Report back each line of the data that contains the word "direction".
** Opening MATERIAL SHOWN block **
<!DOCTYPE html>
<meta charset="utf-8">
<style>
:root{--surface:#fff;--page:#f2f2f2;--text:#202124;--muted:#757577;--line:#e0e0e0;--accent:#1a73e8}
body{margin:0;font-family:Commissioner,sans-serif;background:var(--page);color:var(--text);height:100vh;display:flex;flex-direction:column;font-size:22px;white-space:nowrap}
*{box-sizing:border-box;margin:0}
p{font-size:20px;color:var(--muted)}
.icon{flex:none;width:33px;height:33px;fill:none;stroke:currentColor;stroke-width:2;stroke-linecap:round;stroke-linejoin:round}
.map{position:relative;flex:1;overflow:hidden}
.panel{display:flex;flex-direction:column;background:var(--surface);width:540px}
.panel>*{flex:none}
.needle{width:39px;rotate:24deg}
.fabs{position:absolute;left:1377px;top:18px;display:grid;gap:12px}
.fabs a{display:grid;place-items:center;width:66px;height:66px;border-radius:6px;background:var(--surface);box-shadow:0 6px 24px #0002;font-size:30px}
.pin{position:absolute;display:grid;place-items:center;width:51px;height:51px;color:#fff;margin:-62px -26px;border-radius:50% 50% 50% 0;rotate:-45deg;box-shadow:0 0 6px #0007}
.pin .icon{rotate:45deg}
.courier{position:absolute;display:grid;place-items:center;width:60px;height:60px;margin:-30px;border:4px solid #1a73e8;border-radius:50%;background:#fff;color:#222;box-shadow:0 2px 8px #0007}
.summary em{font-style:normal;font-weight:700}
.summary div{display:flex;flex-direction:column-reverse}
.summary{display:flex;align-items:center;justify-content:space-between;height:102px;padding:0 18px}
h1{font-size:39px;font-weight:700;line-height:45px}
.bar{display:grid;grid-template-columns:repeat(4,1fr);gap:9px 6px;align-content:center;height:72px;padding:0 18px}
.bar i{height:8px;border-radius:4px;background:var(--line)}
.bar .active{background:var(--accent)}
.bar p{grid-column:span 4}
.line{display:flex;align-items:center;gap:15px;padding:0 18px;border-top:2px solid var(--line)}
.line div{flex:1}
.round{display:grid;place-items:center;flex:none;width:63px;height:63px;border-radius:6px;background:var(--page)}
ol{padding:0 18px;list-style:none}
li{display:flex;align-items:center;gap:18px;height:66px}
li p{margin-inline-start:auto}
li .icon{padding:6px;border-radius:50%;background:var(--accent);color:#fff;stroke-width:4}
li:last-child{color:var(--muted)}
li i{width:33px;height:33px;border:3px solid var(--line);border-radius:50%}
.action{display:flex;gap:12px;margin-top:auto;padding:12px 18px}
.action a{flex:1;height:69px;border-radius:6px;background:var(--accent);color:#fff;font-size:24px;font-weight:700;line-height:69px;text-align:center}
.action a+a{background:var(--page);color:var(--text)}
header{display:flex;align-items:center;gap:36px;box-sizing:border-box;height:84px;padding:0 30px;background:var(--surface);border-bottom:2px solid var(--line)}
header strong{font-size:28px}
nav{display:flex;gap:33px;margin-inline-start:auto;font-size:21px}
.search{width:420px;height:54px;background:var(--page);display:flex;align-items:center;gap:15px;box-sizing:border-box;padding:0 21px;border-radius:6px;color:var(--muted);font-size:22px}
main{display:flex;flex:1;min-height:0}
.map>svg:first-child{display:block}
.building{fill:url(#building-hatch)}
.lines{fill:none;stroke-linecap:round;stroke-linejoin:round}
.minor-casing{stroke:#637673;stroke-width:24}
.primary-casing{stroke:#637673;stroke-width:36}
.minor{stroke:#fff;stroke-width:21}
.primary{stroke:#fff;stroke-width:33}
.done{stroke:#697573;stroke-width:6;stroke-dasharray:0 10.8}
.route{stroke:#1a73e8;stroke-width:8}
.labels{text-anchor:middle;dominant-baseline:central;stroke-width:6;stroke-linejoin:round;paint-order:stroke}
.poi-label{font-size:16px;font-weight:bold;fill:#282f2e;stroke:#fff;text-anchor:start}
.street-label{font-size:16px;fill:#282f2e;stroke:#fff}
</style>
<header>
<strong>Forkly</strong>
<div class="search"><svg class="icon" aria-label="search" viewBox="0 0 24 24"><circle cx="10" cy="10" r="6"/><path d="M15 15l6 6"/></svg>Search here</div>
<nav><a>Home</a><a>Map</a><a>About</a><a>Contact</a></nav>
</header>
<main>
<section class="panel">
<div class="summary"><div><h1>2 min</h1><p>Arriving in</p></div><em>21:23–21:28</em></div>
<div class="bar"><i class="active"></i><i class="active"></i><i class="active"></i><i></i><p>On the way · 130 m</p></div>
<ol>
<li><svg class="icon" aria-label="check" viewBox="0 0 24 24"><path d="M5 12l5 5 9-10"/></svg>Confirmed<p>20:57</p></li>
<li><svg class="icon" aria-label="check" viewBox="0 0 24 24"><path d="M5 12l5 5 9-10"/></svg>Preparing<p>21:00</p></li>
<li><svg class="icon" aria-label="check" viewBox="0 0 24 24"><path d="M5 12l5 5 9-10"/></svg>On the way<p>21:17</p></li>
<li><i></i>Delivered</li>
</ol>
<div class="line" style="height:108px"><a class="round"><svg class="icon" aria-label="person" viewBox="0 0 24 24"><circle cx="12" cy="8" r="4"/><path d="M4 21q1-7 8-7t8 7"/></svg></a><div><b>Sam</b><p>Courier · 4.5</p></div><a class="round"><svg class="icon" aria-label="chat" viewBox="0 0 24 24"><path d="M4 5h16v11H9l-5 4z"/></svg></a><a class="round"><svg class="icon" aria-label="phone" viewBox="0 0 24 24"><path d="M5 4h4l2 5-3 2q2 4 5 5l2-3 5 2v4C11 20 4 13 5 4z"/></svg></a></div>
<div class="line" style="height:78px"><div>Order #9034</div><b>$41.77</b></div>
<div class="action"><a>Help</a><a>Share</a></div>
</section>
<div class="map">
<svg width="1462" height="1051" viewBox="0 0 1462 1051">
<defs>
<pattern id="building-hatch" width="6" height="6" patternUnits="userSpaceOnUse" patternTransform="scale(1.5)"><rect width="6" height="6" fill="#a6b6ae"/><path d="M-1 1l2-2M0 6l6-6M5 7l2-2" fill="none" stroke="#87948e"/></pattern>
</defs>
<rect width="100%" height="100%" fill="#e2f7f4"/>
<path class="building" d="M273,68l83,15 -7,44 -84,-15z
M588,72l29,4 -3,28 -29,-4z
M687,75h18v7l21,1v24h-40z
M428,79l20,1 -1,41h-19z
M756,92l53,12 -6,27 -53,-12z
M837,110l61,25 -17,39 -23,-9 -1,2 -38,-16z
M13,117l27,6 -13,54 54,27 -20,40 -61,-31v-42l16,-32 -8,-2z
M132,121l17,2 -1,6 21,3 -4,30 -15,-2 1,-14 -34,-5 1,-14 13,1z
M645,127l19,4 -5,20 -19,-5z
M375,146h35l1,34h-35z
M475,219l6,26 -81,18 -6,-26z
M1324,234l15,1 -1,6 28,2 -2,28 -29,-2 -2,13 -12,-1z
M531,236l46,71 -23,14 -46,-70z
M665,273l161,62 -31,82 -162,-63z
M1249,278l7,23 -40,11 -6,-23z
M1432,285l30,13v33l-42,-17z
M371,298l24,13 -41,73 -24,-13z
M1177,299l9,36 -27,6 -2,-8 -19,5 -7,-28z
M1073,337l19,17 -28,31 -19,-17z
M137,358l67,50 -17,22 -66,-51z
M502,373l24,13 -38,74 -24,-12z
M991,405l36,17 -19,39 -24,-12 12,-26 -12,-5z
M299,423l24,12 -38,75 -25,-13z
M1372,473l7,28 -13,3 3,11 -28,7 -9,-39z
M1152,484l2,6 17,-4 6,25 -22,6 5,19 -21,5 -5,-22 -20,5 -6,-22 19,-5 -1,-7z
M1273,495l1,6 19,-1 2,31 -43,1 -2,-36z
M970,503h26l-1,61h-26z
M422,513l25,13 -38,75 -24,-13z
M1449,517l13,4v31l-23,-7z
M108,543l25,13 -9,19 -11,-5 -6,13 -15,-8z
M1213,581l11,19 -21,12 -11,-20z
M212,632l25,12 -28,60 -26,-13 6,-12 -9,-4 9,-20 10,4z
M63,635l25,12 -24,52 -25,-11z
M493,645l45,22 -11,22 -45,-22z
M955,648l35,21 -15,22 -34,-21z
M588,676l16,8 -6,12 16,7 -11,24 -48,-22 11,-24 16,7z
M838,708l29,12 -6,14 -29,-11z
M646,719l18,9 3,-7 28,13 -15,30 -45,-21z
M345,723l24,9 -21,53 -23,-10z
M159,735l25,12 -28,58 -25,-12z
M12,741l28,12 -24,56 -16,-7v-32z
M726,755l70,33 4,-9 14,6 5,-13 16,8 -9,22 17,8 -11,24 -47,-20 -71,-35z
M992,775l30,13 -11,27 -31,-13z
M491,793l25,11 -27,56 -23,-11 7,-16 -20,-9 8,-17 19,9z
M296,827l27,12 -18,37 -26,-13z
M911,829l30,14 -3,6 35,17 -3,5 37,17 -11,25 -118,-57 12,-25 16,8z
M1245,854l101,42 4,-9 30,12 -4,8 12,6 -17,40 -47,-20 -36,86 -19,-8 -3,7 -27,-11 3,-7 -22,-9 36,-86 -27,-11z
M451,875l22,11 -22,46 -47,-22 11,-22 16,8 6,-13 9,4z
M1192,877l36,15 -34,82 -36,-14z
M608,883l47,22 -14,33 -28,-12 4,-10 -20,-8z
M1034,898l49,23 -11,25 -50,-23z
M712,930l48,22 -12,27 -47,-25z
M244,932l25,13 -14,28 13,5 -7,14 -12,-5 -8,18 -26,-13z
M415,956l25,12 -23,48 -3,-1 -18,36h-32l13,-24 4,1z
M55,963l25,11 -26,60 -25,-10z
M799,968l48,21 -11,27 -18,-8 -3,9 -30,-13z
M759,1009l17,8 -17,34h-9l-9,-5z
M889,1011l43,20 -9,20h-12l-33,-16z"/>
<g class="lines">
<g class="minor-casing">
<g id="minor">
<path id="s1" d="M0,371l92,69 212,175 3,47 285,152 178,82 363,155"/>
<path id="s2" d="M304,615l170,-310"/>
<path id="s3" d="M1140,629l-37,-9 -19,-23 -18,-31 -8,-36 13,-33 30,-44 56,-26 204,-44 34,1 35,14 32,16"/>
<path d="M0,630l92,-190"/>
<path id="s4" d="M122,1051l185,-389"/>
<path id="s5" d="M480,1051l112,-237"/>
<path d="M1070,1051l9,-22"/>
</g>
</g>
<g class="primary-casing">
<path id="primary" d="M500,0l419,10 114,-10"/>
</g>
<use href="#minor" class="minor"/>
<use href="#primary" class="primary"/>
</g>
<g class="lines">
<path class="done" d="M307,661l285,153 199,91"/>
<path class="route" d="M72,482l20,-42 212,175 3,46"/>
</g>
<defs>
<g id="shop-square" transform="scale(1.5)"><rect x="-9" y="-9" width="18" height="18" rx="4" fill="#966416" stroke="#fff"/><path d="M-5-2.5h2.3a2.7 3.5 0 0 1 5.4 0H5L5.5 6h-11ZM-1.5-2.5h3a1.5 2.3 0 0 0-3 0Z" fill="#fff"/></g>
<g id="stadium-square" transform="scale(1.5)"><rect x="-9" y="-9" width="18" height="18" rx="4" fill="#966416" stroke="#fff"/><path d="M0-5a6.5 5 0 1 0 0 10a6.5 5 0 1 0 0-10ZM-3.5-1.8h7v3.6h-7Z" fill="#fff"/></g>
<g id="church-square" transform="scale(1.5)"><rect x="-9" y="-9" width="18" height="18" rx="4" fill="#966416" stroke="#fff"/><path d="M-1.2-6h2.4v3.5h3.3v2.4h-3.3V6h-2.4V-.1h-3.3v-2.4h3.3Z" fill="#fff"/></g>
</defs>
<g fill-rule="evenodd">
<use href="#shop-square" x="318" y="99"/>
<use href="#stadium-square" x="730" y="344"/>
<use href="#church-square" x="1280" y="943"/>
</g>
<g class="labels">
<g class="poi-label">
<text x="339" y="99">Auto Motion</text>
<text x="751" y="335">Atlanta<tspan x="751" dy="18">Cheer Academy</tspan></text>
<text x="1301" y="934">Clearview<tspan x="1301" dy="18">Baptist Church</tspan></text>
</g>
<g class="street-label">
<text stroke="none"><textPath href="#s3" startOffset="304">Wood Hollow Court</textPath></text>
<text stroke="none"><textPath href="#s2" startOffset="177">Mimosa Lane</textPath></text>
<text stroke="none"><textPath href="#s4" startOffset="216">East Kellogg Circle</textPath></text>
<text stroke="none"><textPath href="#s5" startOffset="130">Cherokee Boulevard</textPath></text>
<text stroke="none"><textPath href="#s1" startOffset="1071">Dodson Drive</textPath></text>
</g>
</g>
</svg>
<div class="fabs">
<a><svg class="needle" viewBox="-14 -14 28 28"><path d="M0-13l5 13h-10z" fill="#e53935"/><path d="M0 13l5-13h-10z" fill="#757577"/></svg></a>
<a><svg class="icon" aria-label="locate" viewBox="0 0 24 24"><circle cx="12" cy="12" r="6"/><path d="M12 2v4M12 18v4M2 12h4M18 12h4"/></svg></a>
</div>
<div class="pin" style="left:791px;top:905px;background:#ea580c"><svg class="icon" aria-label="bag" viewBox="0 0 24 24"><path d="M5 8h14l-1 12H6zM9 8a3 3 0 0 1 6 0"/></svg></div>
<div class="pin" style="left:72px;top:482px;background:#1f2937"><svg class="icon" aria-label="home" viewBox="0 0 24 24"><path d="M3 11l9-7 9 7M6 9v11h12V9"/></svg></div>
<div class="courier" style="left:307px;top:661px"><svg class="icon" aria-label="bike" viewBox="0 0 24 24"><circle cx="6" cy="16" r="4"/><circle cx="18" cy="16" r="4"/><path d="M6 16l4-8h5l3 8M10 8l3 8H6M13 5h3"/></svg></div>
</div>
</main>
** Closing MATERIAL SHOWN block **
SOLUTION FOR THIS EXERCISE –
body{margin:0;font-family:Commissioner,sans-serif;background:var(--page);color:var(--text);height:100vh;display:flex;flex-direction:column;font-size:22px;white-space:nowrap}
.panel{display:flex;flex-direction:column;background:var(--surface);width:540px}
.summary div{display:flex;flex-direction:column-reverse}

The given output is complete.